Aparecen más veleros para unirse a la fiesta, se descorre hacia el Este la calima, brilla la duna de amarillo intenso, y se distingue por fin la mezquita. Quema la arena, quema la madera de la pasarela, quema la mirada de tanta luz, Bolonia me quema y me atrapa a la vez, maldita Bolonia que me quita el sueño cuando no estoy allí.

A mi espalda las ruinas vibran de calor, la aldea se desvanece, pienso que aquí en Cádiz nada importa demasiado, aquí hasta lo importante acaba por sucumbir al viento y la luz. Hay cuerpos desnudos junto a las rocas, esbeltos y brillantes de crema solar, se exhiben con orgullo, sin nada que ocultar. Y al otro lado cuerpos exuberantes, blandos, masas de carne deforme, caen rodando por la duna y acaban tirados sin vergüenza alguna, adobados de arena y sal.

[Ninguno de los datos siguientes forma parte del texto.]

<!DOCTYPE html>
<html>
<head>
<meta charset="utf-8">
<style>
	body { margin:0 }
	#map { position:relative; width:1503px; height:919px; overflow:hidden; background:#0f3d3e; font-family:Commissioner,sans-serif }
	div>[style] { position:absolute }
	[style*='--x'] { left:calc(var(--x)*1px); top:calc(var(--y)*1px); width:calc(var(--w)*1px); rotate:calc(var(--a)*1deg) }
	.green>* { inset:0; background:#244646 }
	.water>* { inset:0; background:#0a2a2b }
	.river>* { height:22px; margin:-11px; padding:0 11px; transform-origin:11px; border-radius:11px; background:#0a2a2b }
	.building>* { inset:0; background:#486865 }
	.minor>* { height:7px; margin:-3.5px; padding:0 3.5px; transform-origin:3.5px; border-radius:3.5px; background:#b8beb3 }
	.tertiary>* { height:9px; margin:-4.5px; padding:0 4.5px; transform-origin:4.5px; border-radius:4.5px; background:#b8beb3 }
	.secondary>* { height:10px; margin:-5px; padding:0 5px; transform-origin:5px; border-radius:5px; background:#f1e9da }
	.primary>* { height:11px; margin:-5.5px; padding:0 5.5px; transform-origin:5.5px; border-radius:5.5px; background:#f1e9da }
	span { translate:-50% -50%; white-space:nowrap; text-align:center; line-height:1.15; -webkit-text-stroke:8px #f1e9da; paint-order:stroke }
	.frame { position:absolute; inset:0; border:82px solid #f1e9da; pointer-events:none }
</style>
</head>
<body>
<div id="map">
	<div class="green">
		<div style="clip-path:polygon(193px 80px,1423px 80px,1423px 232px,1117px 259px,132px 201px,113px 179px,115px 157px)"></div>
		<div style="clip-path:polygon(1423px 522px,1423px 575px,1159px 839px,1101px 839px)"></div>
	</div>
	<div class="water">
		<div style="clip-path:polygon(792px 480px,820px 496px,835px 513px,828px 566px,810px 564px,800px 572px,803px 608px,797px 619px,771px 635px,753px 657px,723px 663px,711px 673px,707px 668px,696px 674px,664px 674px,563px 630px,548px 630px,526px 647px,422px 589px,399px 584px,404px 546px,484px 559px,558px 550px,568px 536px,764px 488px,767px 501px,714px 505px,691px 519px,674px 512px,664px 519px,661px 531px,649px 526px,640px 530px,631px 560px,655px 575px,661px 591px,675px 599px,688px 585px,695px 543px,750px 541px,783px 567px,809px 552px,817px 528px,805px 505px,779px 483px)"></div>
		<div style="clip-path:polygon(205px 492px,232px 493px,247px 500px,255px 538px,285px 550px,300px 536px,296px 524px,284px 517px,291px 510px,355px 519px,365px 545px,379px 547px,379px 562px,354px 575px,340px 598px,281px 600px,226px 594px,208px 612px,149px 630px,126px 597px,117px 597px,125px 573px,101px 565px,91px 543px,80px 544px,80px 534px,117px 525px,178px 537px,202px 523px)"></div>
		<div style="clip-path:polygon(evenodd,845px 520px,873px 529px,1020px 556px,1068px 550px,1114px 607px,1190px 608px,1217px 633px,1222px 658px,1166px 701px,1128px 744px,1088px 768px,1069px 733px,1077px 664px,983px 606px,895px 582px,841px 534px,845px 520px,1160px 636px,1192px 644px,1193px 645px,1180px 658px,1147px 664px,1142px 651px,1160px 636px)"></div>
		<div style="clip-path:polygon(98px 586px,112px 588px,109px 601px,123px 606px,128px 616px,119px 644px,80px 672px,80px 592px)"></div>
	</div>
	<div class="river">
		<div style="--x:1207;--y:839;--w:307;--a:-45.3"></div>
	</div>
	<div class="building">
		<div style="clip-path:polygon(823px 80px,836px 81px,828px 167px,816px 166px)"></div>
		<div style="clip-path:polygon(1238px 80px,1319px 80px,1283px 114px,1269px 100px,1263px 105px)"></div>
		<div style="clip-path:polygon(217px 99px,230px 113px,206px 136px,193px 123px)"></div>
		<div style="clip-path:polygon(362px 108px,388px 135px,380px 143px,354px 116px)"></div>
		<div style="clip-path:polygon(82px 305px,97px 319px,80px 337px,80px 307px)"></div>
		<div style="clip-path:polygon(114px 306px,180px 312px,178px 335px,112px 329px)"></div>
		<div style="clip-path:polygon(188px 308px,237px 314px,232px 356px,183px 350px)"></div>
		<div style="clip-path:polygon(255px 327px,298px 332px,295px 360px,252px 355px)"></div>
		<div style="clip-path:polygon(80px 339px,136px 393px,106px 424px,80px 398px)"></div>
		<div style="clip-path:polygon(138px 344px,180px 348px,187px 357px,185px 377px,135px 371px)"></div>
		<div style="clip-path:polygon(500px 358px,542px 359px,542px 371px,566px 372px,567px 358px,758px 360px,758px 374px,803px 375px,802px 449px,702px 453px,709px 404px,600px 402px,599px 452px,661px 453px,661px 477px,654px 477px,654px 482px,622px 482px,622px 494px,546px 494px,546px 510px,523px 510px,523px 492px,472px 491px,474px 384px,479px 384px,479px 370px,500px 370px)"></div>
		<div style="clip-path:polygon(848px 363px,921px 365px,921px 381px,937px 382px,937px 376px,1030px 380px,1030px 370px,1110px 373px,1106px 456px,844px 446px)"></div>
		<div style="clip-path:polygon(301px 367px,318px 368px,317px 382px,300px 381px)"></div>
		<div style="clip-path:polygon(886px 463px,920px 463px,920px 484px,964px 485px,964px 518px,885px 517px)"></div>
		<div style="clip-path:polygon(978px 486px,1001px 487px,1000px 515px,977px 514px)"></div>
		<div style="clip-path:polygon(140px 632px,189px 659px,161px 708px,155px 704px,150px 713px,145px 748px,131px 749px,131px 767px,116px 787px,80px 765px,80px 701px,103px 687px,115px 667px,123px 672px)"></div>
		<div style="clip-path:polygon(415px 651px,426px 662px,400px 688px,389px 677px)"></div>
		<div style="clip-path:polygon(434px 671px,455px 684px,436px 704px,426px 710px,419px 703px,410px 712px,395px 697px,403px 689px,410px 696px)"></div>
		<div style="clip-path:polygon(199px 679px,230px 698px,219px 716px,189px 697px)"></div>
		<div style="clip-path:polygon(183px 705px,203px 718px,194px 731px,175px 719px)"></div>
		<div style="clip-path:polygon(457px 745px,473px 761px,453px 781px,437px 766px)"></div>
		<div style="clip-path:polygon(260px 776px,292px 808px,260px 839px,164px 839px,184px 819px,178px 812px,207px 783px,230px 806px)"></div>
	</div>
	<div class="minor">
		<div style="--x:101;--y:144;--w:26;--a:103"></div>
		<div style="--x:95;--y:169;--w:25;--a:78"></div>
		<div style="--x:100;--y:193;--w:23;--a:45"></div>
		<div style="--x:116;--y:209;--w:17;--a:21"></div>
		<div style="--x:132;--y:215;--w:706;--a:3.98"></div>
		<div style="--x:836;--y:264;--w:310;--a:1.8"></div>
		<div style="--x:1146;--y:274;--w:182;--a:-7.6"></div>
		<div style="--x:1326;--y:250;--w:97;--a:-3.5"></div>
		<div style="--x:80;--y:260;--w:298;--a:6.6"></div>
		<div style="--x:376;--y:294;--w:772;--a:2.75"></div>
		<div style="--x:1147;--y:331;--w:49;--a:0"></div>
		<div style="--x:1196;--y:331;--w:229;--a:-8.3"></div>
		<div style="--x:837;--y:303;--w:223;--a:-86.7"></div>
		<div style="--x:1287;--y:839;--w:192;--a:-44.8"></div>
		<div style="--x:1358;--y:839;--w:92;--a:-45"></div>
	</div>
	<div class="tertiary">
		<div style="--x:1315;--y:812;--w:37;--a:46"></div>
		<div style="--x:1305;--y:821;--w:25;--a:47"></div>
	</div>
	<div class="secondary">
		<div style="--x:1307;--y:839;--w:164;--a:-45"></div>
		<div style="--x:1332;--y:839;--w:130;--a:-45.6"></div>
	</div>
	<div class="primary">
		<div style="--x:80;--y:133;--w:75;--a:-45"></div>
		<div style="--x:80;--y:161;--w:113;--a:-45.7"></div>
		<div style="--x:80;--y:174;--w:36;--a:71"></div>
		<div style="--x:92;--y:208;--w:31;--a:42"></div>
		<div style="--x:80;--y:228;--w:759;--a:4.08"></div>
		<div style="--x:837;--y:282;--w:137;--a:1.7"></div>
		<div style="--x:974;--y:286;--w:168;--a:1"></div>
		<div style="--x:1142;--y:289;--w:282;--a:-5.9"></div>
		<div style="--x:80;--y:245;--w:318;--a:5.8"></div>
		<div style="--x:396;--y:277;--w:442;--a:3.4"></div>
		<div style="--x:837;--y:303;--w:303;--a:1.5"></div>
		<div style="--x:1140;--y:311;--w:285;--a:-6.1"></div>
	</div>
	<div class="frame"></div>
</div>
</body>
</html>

Y se acaba el día lentamente, las cometas silban locas de atar, los perros ladran sedientos junto a la orilla, los granitos de arena vuelan junto a mí corriendo hacia el Sur, agolpados en un caos de Fuerza 6. Cuando por fin un cuerpo conocido, negro abrazado a una caja blanca, cruza mi línea de horizonte, desplegando toda su presencia, desafiando el viento y calmando al mar.

- ¿Qué miras, el pesquero de la orilla?
- No, estoy absorto en el carguero de altamar.
- Pues a mí me fascinan los veleros que aparecen de repente, por Punta Camarinal.

Y siguió su camino por una playa vacía, sin mirar para atrás.